There is a class at Yale where we begin by taking off our shoes and walking back and forth with our eyes closed. Soft music wafts in and out, and our teacher, Lacina Coulibaly, snaps his fingers to keep our steps on track. Three steps forward, three steps back. Forward, back. Each contact our bare feet make with the wooden floor is slow and intentional. I walk all day but somehow this is the only walking that matters, when my eyes are closed and thoughts drift away and all I am left with is each sticky foot pressing down in time with Lacina’s snaps. Slowly our meandering becomes rhythmic steps, which flow into stomps and leaps from side to side, and we begin the myriad of hand flicks and hip shakes and arm twists that is West African dance.

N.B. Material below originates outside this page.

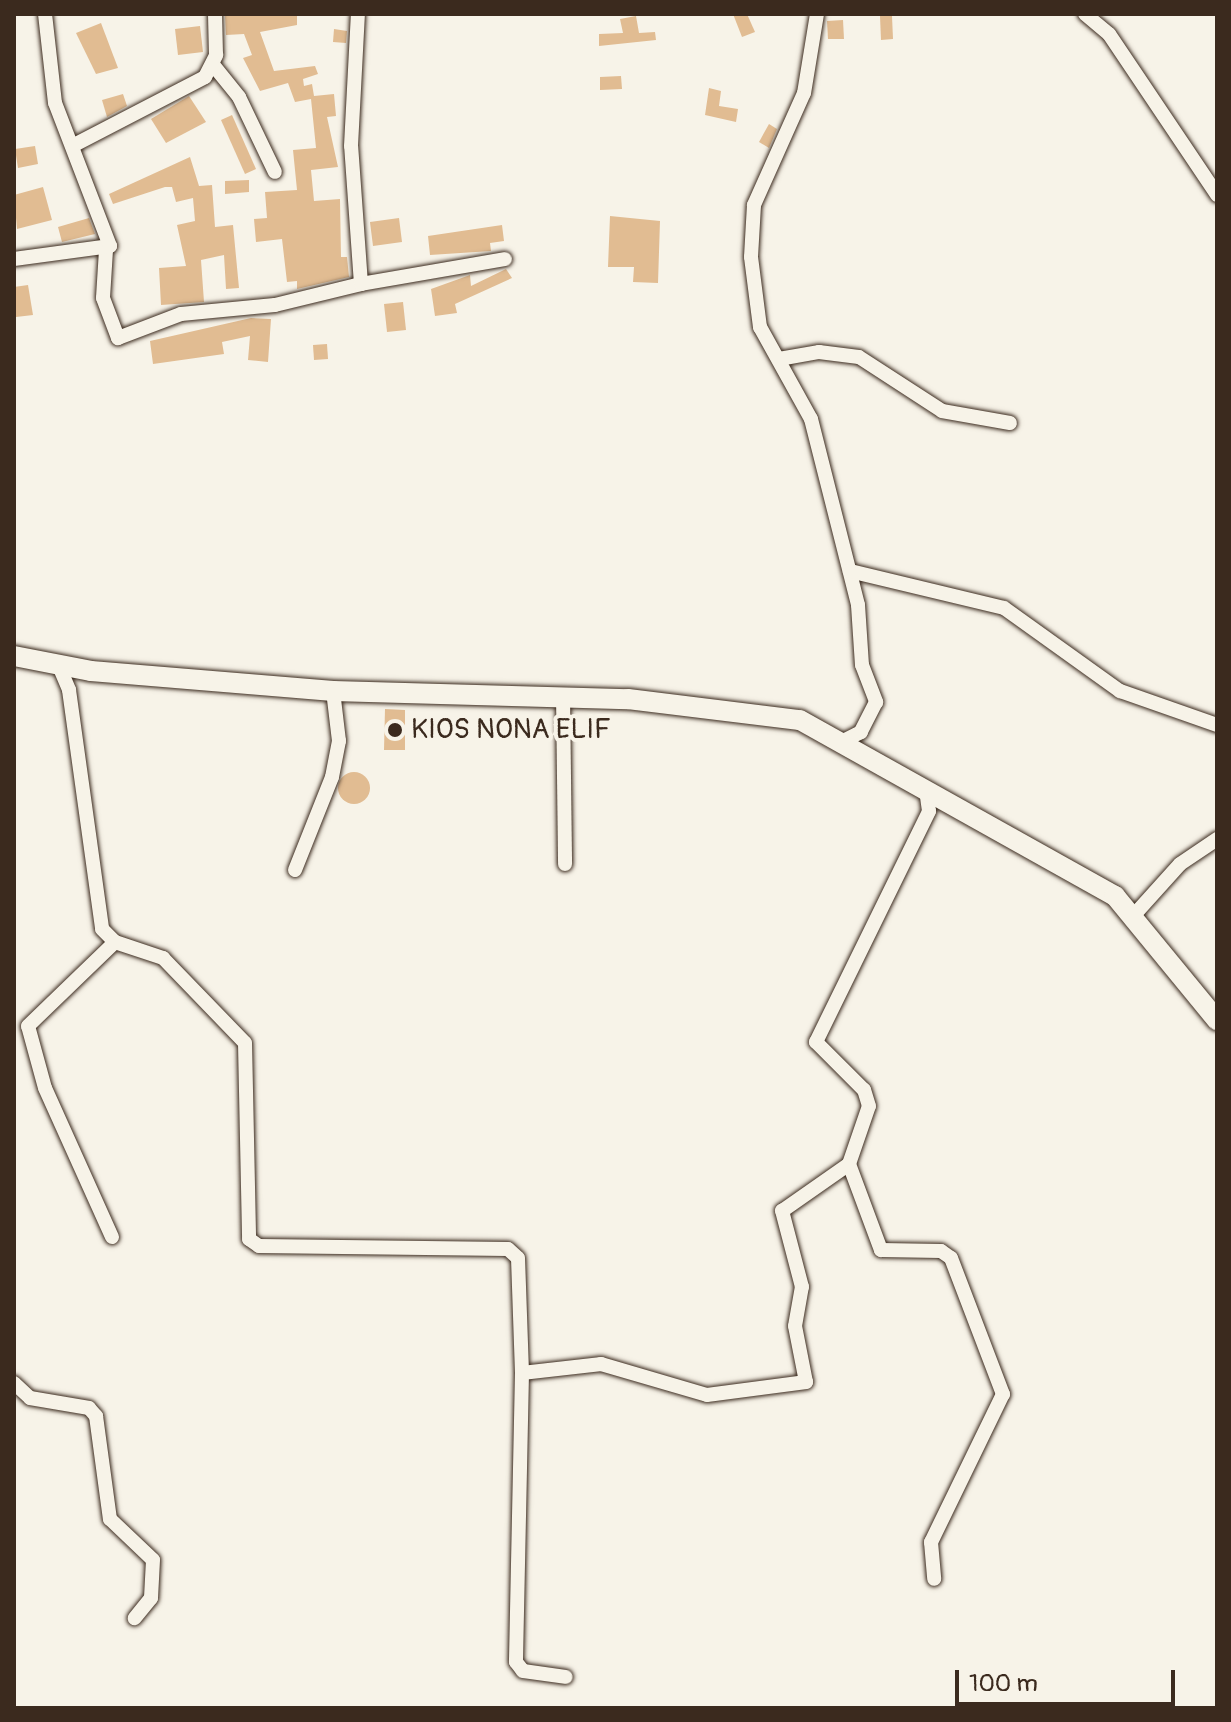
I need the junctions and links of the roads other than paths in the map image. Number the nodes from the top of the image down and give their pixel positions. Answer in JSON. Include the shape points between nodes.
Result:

I tried this for the first time on a muggy spring morning in Woodstock, New York, a town which never quite moved past its hippy stardom of the ’60s. It was my mother who convinced me to drive out to Woodstock to the class with her. After years of hearing about it from our neighbor, she was finally giving West African dance a try. Through some stroke of luck, or perhaps bribery, I rose out of the depths of my early teenagerdom and agreed to join. A pale wrinkled woman in a velvet leotard and baggy cheetah-print pants opened the door to greet us.
“Hi, I’m Carol. If you’re here for West African dance you’re in the right place,” she explained.
My mom asked where everyone was. It was 10:57 and the class started at 11.
“Oh, don’t worry. No one comes on time,” Carol replied with a grin.
Fifteen minutes later, everyone had shuffled in, three men were pounding on drums with their palms and we were twisting our way across the floor, shaking our hips and chests in a way I had never seen or done before. In Carol’s class, and many others like it, the best dancers are in the front of the room, the worst behind, and we dance across the floor as a pack, forward and back. I flailed wildly in the back, tripping over my feet and narrowly avoiding hitting others with my stray arms, trying my best to keep up in a room of middle aged white women who were all somehow really good at this.
Somewhere between the sticky sweat, the tired limbs and the exuberant grin with which I always ended the class, I found the resolve to keep coming back, again and again. By the time I graduated high school I still hadn’t graduated from my place in the back of the room, awkwardly flailing my arms. But the drums beating polyrhythms, the multicolored patterned skirts, the encouraging claps and shouts all made it okay that I still sucked.
When my friend told me that there was not only a West African dance class at Yale, but that it also counted as a humanities credit, I jumped onto my sofa for joy and immediately signed up. The professor, Lacina Coulibaly, is a professional dancer from Burkina Faso. He dispenses a mix of traditional and modern West African dance steps, perspective on the cultural climate that the dances grew out of and life lessons that always tie back to dance. But we never begin without walking barefoot with our eyes closed, back and forth across the floor.
There is a quote we study in Zen Buddhism that is attributed to Dogen, a thirteenth-century Japanese Buddhist teacher: “To study the way is to study the self. To study the self is to forget the self. To forget the self is to realize the ten thousand things.” As I study dance the urge to excel and be good at things, or even just not to suck at things, drops away and what I’m left with is the sweet feeling of sticky feet touching down on the ground, nothing more, nothing less.
In African dance classes back at home in upstate New York, I still dance in the back. Carol, who is well past retirement, twists and throws her frail body across the floor in moves I can only imagine I’d ever be able to execute. On the last class I went to before coming back to school, as we were dancing a particularly involved section of a dance called yankadi, for the first time in my life I had the thought that I was so happy even my full smile couldn’t express my joy. So I kept dancing.